### What to produce:
Exercise in exact copying. Transcribe every entry that follows, word for word.

### Task input:
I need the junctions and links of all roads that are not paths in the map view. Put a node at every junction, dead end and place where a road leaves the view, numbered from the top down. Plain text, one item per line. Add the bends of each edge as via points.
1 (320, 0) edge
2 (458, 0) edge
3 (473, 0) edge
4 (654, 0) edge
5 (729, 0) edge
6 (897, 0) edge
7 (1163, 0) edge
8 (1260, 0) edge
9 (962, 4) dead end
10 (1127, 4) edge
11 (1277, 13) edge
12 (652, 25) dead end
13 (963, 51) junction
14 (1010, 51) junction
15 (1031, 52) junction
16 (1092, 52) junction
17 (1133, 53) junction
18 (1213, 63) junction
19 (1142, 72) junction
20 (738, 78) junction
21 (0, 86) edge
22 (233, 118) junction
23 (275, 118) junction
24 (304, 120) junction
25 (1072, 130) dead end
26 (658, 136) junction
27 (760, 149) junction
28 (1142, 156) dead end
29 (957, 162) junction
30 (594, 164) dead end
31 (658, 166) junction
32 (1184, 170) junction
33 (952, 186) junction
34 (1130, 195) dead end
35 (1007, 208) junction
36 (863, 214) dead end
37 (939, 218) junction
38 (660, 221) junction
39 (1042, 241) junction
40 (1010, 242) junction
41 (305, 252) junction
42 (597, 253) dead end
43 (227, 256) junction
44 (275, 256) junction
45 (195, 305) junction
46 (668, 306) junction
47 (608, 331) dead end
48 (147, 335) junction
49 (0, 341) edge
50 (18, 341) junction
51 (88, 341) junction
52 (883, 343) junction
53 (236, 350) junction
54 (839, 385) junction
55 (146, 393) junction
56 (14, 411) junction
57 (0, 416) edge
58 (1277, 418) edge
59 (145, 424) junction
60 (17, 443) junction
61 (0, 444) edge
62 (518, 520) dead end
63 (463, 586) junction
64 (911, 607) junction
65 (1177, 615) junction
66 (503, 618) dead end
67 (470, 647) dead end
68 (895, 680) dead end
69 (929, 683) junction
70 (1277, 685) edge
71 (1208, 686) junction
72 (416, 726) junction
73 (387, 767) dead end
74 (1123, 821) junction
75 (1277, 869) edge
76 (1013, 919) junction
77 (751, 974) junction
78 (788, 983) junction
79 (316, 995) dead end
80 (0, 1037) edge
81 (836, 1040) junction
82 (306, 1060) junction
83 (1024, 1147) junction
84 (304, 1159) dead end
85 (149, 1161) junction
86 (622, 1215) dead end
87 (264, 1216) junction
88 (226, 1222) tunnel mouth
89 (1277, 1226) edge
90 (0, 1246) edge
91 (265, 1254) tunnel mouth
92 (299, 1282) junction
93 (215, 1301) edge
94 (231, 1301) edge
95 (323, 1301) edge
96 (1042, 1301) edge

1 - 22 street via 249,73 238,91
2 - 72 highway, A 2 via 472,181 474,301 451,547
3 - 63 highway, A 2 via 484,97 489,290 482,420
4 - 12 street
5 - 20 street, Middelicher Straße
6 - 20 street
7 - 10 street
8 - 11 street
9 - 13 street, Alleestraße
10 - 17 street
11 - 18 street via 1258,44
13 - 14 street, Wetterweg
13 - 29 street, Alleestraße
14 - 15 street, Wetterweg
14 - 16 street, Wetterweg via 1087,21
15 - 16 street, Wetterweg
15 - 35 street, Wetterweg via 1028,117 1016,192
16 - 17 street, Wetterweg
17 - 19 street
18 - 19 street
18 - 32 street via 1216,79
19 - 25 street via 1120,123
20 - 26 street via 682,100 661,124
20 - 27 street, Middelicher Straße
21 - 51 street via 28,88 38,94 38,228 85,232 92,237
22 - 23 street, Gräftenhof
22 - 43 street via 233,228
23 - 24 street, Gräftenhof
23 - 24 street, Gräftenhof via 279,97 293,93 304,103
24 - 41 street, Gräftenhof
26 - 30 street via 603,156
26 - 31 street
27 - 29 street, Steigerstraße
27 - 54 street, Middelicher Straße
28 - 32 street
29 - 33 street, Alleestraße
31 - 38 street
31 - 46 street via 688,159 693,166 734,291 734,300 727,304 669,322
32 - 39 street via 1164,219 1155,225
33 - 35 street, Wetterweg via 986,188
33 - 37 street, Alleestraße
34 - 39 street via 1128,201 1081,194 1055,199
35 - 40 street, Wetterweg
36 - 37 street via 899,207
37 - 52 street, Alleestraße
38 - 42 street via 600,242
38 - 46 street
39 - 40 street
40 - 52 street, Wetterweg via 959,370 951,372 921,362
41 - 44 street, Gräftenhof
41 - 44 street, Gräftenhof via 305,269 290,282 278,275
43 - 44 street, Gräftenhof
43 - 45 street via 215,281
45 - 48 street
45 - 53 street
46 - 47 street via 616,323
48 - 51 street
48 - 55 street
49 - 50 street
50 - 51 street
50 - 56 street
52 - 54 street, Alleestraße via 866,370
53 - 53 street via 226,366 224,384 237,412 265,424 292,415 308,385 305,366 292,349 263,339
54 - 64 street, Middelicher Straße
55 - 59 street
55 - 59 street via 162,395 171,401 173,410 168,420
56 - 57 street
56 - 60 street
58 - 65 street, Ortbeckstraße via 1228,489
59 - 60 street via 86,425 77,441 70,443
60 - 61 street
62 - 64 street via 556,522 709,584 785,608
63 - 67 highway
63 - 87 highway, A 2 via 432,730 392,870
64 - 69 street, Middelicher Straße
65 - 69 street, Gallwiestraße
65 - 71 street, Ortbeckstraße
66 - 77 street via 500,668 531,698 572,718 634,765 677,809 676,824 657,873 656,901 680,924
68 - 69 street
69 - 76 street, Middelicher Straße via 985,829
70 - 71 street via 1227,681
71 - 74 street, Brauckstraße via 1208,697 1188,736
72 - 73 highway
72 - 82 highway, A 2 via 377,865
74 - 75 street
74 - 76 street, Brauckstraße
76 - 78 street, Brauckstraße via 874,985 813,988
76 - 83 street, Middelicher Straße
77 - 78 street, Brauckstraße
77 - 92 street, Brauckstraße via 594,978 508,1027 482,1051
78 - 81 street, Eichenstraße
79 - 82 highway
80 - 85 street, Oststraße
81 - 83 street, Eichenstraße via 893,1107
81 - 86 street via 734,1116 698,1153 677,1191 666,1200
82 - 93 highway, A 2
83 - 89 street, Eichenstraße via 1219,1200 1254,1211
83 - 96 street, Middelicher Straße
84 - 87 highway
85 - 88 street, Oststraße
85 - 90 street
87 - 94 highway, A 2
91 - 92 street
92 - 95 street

### Response for this exercise:
I need the junctions and links of all roads that are not paths in the map view. Put a node at every junction, dead end and place where a road leaves the view, numbered from the top down. Plain text, one item per line. Add the bends of each edge as via points.
1 (320, 0) edge
2 (458, 0) edge
3 (473, 0) edge
4 (654, 0) edge
5 (729, 0) edge
6 (897, 0) edge
7 (1163, 0) edge
8 (1260, 0) edge
9 (962, 4) dead end
10 (1127, 4) edge
11 (1277, 13) edge
12 (652, 25) dead end
13 (963, 51) junction
14 (1010, 51) junction
15 (1031, 52) junction
16 (1092, 52) junction
17 (1133, 53) junction
18 (1213, 63) junction
19 (1142, 72) junction
20 (738, 78) junction
21 (0, 86) edge
22 (233, 118) junction
23 (275, 118) junction
24 (304, 120) junction
25 (1072, 130) dead end
26 (658, 136) junction
27 (760, 149) junction
28 (1142, 156) dead end
29 (957, 162) junction
30 (594, 164) dead end
31 (658, 166) junction
32 (1184, 170) junction
33 (952, 186) junction
34 (1130, 195) dead end
35 (1007, 208) junction
36 (863, 214) dead end
37 (939, 218) junction
38 (660, 221) junction
39 (1042, 241) junction
40 (1010, 242) junction
41 (305, 252) junction
42 (597, 253) dead end
43 (227, 256) junction
44 (275, 256) junction
45 (195, 305) junction
46 (668, 306) junction
47 (608, 331) dead end
48 (147, 335) junction
49 (0, 341) edge
50 (18, 341) junction
51 (88, 341) junction
52 (883, 343) junction
53 (236, 350) junction
54 (839, 385) junction
55 (146, 393) junction
56 (14, 411) junction
57 (0, 416) edge
58 (1277, 418) edge
59 (145, 424) junction
60 (17, 443) junction
61 (0, 444) edge
62 (518, 520) dead end
63 (463, 586) junction
64 (911, 607) junction
65 (1177, 615) junction
66 (503, 618) dead end
67 (470, 647) dead end
68 (895, 680) dead end
69 (929, 683) junction
70 (1277, 685) edge
71 (1208, 686) junction
72 (416, 726) junction
73 (387, 767) dead end
74 (1123, 821) junction
75 (1277, 869) edge
76 (1013, 919) junction
77 (751, 974) junction
78 (788, 983) junction
79 (316, 995) dead end
80 (0, 1037) edge
81 (836, 1040) junction
82 (306, 1060) junction
83 (1024, 1147) junction
84 (304, 1159) dead end
85 (149, 1161) junction
86 (622, 1215) dead end
87 (264, 1216) junction
88 (226, 1222) tunnel mouth
89 (1277, 1226) edge
90 (0, 1246) edge
91 (265, 1254) tunnel mouth
92 (299, 1282) junction
93 (215, 1301) edge
94 (231, 1301) edge
95 (323, 1301) edge
96 (1042, 1301) edge

1 - 22 street via 249,73 238,91
2 - 72 highway, A 2 via 472,181 474,301 451,547
3 - 63 highway, A 2 via 484,97 489,290 482,420
4 - 12 street
5 - 20 street, Middelicher Straße
6 - 20 street
7 - 10 street
8 - 11 street
9 - 13 street, Alleestraße
10 - 17 street
11 - 18 street via 1258,44
13 - 14 street, Wetterweg
13 - 29 street, Alleestraße
14 - 15 street, Wetterweg
14 - 16 street, Wetterweg via 1087,21
15 - 16 street, Wetterweg
15 - 35 street, Wetterweg via 1028,117 1016,192
16 - 17 street, Wetterweg
17 - 19 street
18 - 19 street
18 - 32 street via 1216,79
19 - 25 street via 1120,123
20 - 26 street via 682,100 661,124
20 - 27 street, Middelicher Straße
21 - 51 street via 28,88 38,94 38,228 85,232 92,237
22 - 23 street, Gräftenhof
22 - 43 street via 233,228
23 - 24 street, Gräftenhof
23 - 24 street, Gräftenhof via 279,97 293,93 304,103
24 - 41 street, Gräftenhof
26 - 30 street via 603,156
26 - 31 street
27 - 29 street, Steigerstraße
27 - 54 street, Middelicher Straße
28 - 32 street
29 - 33 street, Alleestraße
31 - 38 street
31 - 46 street via 688,159 693,166 734,291 734,300 727,304 669,322
32 - 39 street via 1164,219 1155,225
33 - 35 street, Wetterweg via 986,188
33 - 37 street, Alleestraße
34 - 39 street via 1128,201 1081,194 1055,199
35 - 40 street, Wetterweg
36 - 37 street via 899,207
37 - 52 street, Alleestraße
38 - 42 street via 600,242
38 - 46 street
39 - 40 street
40 - 52 street, Wetterweg via 959,370 951,372 921,362
41 - 44 street, Gräftenhof
41 - 44 street, Gräftenhof via 305,269 290,282 278,275
43 - 44 street, Gräftenhof
43 - 45 street via 215,281
45 - 48 street
45 - 53 street
46 - 47 street via 616,323
48 - 51 street
48 - 55 street
49 - 50 street
50 - 51 street
50 - 56 street
52 - 54 street, Alleestraße via 866,370
53 - 53 street via 226,366 224,384 237,412 265,424 292,415 308,385 305,366 292,349 263,339
54 - 64 street, Middelicher Straße
55 - 59 street
55 - 59 street via 162,395 171,401 173,410 168,420
56 - 57 street
56 - 60 street
58 - 65 street, Ortbeckstraße via 1228,489
59 - 60 street via 86,425 77,441 70,443
60 - 61 street
62 - 64 street via 556,522 709,584 785,608
63 - 67 highway
63 - 87 highway, A 2 via 432,730 392,870
64 - 69 street, Middelicher Straße
65 - 69 street, Gallwiestraße
65 - 71 street, Ortbeckstraße
66 - 77 street via 500,668 531,698 572,718 634,765 677,809 676,824 657,873 656,901 680,924
68 - 69 street
69 - 76 street, Middelicher Straße via 985,829
70 - 71 street via 1227,681
71 - 74 street, Brauckstraße via 1208,697 1188,736
72 - 73 highway
72 - 82 highway, A 2 via 377,865
74 - 75 street
74 - 76 street, Brauckstraße
76 - 78 street, Brauckstraße via 874,985 813,988
76 - 83 street, Middelicher Straße
77 - 78 street, Brauckstraße
77 - 92 street, Brauckstraße via 594,978 508,1027 482,1051
78 - 81 street, Eichenstraße
79 - 82 highway
80 - 85 street, Oststraße
81 - 83 street, Eichenstraße via 893,1107
81 - 86 street via 734,1116 698,1153 677,1191 666,1200
82 - 93 highway, A 2
83 - 89 street, Eichenstraße via 1219,1200 1254,1211
83 - 96 street, Middelicher Straße
84 - 87 highway
85 - 88 street, Oststraße
85 - 90 street
87 - 94 highway, A 2
91 - 92 street
92 - 95 street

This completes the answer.